TO DO →
Only an exact copy of the entries will serve as the answer.

========

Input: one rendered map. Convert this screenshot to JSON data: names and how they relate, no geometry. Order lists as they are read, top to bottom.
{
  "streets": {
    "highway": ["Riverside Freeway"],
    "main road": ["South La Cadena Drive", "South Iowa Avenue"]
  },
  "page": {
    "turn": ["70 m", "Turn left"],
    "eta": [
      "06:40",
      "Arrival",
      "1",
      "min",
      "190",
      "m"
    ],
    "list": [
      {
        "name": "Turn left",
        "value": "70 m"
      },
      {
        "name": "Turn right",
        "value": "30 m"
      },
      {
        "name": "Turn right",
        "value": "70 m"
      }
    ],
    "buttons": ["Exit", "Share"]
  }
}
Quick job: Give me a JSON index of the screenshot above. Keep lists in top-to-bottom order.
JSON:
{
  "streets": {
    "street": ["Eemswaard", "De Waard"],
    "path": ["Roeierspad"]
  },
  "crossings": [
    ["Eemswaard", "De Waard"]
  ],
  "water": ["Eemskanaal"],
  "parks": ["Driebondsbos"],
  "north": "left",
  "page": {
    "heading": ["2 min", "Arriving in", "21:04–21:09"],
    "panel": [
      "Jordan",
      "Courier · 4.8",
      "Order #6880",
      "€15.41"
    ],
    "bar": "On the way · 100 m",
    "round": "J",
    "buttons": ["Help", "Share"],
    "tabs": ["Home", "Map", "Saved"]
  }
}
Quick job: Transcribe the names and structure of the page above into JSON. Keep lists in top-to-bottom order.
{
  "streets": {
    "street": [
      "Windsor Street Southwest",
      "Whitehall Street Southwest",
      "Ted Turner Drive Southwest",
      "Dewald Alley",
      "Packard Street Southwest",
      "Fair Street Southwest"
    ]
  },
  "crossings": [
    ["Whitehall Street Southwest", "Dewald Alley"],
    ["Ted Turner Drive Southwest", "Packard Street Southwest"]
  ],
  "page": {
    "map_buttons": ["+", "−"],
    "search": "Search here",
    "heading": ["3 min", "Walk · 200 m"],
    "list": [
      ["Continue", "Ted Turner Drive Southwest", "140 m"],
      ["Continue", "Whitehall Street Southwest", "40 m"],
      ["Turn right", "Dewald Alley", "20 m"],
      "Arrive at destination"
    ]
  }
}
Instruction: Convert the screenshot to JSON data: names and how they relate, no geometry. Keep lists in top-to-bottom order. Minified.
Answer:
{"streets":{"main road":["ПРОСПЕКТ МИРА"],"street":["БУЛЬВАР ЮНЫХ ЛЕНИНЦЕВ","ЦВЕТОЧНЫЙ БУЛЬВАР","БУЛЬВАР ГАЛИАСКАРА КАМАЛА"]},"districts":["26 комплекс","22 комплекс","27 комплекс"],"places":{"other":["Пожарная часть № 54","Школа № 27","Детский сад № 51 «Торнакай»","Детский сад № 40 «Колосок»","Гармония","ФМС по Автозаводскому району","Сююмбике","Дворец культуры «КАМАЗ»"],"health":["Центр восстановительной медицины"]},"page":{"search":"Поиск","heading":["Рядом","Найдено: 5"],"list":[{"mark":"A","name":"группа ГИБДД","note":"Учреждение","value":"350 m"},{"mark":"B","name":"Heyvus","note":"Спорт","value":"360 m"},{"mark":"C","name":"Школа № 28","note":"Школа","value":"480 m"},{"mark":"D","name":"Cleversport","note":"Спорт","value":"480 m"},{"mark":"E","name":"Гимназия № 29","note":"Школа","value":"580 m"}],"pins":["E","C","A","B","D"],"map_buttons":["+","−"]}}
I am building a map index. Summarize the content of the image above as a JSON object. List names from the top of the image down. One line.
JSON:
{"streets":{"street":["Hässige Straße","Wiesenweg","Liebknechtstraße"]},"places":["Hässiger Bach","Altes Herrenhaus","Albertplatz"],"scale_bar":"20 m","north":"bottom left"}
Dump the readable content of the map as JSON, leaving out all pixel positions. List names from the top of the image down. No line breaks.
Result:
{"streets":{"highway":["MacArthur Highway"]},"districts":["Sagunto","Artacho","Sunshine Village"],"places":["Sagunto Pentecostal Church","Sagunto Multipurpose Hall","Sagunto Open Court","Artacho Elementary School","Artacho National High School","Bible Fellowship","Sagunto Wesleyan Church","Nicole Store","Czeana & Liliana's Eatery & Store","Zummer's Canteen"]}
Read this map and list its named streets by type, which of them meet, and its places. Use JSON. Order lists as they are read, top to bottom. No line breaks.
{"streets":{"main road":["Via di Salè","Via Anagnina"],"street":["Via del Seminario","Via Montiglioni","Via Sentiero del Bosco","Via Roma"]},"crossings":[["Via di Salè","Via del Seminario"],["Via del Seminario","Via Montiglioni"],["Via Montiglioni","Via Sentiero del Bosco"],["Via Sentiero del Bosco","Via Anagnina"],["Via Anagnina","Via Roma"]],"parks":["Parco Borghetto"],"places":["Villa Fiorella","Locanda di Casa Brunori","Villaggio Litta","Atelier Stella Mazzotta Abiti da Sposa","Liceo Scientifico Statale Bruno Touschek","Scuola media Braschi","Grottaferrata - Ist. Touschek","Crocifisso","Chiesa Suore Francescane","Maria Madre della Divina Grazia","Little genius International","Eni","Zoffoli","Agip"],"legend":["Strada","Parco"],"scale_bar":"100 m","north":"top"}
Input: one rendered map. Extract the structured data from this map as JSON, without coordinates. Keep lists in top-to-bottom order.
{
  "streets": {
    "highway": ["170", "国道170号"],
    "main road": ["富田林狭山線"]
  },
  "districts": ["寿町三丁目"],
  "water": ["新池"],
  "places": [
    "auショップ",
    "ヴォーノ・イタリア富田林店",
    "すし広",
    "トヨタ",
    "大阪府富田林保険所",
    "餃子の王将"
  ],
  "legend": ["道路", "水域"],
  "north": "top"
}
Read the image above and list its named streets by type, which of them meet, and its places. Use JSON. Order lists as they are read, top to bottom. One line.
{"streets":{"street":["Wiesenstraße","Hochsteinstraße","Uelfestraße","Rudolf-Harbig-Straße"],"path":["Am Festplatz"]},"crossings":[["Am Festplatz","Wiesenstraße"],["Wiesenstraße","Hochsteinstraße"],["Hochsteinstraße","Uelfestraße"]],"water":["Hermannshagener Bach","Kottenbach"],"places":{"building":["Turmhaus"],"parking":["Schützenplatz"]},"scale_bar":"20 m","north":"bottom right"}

========

RESULT →
Input: one rendered map. Convert this screenshot to JSON data: names and how they relate, no geometry. Order lists as they are read, top to bottom.
{
  "streets": {
    "highway": ["Riverside Freeway"],
    "main road": ["South La Cadena Drive", "South Iowa Avenue"]
  },
  "page": {
    "turn": ["70 m", "Turn left"],
    "eta": [
      "06:40",
      "Arrival",
      "1",
      "min",
      "190",
      "m"
    ],
    "list": [
      {
        "name": "Turn left",
        "value": "70 m"
      },
      {
        "name": "Turn right",
        "value": "30 m"
      },
      {
        "name": "Turn right",
        "value": "70 m"
      }
    ],
    "buttons": ["Exit", "Share"]
  }
}
Quick job: Give me a JSON index of the screenshot above. Keep lists in top-to-bottom order.
JSON:
{
  "streets": {
    "street": ["Eemswaard", "De Waard"],
    "path": ["Roeierspad"]
  },
  "crossings": [
    ["Eemswaard", "De Waard"]
  ],
  "water": ["Eemskanaal"],
  "parks": ["Driebondsbos"],
  "north": "left",
  "page": {
    "heading": ["2 min", "Arriving in", "21:04–21:09"],
    "panel": [
      "Jordan",
      "Courier · 4.8",
      "Order #6880",
      "€15.41"
    ],
    "bar": "On the way · 100 m",
    "round": "J",
    "buttons": ["Help", "Share"],
    "tabs": ["Home", "Map", "Saved"]
  }
}
Quick job: Transcribe the names and structure of the page above into JSON. Keep lists in top-to-bottom order.
{
  "streets": {
    "street": [
      "Windsor Street Southwest",
      "Whitehall Street Southwest",
      "Ted Turner Drive Southwest",
      "Dewald Alley",
      "Packard Street Southwest",
      "Fair Street Southwest"
    ]
  },
  "crossings": [
    ["Whitehall Street Southwest", "Dewald Alley"],
    ["Ted Turner Drive Southwest", "Packard Street Southwest"]
  ],
  "page": {
    "map_buttons": ["+", "−"],
    "search": "Search here",
    "heading": ["3 min", "Walk · 200 m"],
    "list": [
      ["Continue", "Ted Turner Drive Southwest", "140 m"],
      ["Continue", "Whitehall Street Southwest", "40 m"],
      ["Turn right", "Dewald Alley", "20 m"],
      "Arrive at destination"
    ]
  }
}
Instruction: Convert the screenshot to JSON data: names and how they relate, no geometry. Keep lists in top-to-bottom order. Minified.
Answer:
{"streets":{"main road":["ПРОСПЕКТ МИРА"],"street":["БУЛЬВАР ЮНЫХ ЛЕНИНЦЕВ","ЦВЕТОЧНЫЙ БУЛЬВАР","БУЛЬВАР ГАЛИАСКАРА КАМАЛА"]},"districts":["26 комплекс","22 комплекс","27 комплекс"],"places":{"other":["Пожарная часть № 54","Школа № 27","Детский сад № 51 «Торнакай»","Детский сад № 40 «Колосок»","Гармония","ФМС по Автозаводскому району","Сююмбике","Дворец культуры «КАМАЗ»"],"health":["Центр восстановительной медицины"]},"page":{"search":"Поиск","heading":["Рядом","Найдено: 5"],"list":[{"mark":"A","name":"группа ГИБДД","note":"Учреждение","value":"350 m"},{"mark":"B","name":"Heyvus","note":"Спорт","value":"360 m"},{"mark":"C","name":"Школа № 28","note":"Школа","value":"480 m"},{"mark":"D","name":"Cleversport","note":"Спорт","value":"480 m"},{"mark":"E","name":"Гимназия № 29","note":"Школа","value":"580 m"}],"pins":["E","C","A","B","D"],"map_buttons":["+","−"]}}
I am building a map index. Summarize the content of the image above as a JSON object. List names from the top of the image down. One line.
JSON:
{"streets":{"street":["Hässige Straße","Wiesenweg","Liebknechtstraße"]},"places":["Hässiger Bach","Altes Herrenhaus","Albertplatz"],"scale_bar":"20 m","north":"bottom left"}
Dump the readable content of the map as JSON, leaving out all pixel positions. List names from the top of the image down. No line breaks.
Result:
{"streets":{"highway":["MacArthur Highway"]},"districts":["Sagunto","Artacho","Sunshine Village"],"places":["Sagunto Pentecostal Church","Sagunto Multipurpose Hall","Sagunto Open Court","Artacho Elementary School","Artacho National High School","Bible Fellowship","Sagunto Wesleyan Church","Nicole Store","Czeana & Liliana's Eatery & Store","Zummer's Canteen"]}
Read this map and list its named streets by type, which of them meet, and its places. Use JSON. Order lists as they are read, top to bottom. No line breaks.
{"streets":{"main road":["Via di Salè","Via Anagnina"],"street":["Via del Seminario","Via Montiglioni","Via Sentiero del Bosco","Via Roma"]},"crossings":[["Via di Salè","Via del Seminario"],["Via del Seminario","Via Montiglioni"],["Via Montiglioni","Via Sentiero del Bosco"],["Via Sentiero del Bosco","Via Anagnina"],["Via Anagnina","Via Roma"]],"parks":["Parco Borghetto"],"places":["Villa Fiorella","Locanda di Casa Brunori","Villaggio Litta","Atelier Stella Mazzotta Abiti da Sposa","Liceo Scientifico Statale Bruno Touschek","Scuola media Braschi","Grottaferrata - Ist. Touschek","Crocifisso","Chiesa Suore Francescane","Maria Madre della Divina Grazia","Little genius International","Eni","Zoffoli","Agip"],"legend":["Strada","Parco"],"scale_bar":"100 m","north":"top"}
Input: one rendered map. Extract the structured data from this map as JSON, without coordinates. Keep lists in top-to-bottom order.
{
  "streets": {
    "highway": ["170", "国道170号"],
    "main road": ["富田林狭山線"]
  },
  "districts": ["寿町三丁目"],
  "water": ["新池"],
  "places": [
    "auショップ",
    "ヴォーノ・イタリア富田林店",
    "すし広",
    "トヨタ",
    "大阪府富田林保険所",
    "餃子の王将"
  ],
  "legend": ["道路", "水域"],
  "north": "top"
}
Read the image above and list its named streets by type, which of them meet, and its places. Use JSON. Order lists as they are read, top to bottom. One line.
{"streets":{"street":["Wiesenstraße","Hochsteinstraße","Uelfestraße","Rudolf-Harbig-Straße"],"path":["Am Festplatz"]},"crossings":[["Am Festplatz","Wiesenstraße"],["Wiesenstraße","Hochsteinstraße"],["Hochsteinstraße","Uelfestraße"]],"water":["Hermannshagener Bach","Kottenbach"],"places":{"building":["Turmhaus"],"parking":["Schützenplatz"]},"scale_bar":"20 m","north":"bottom right"}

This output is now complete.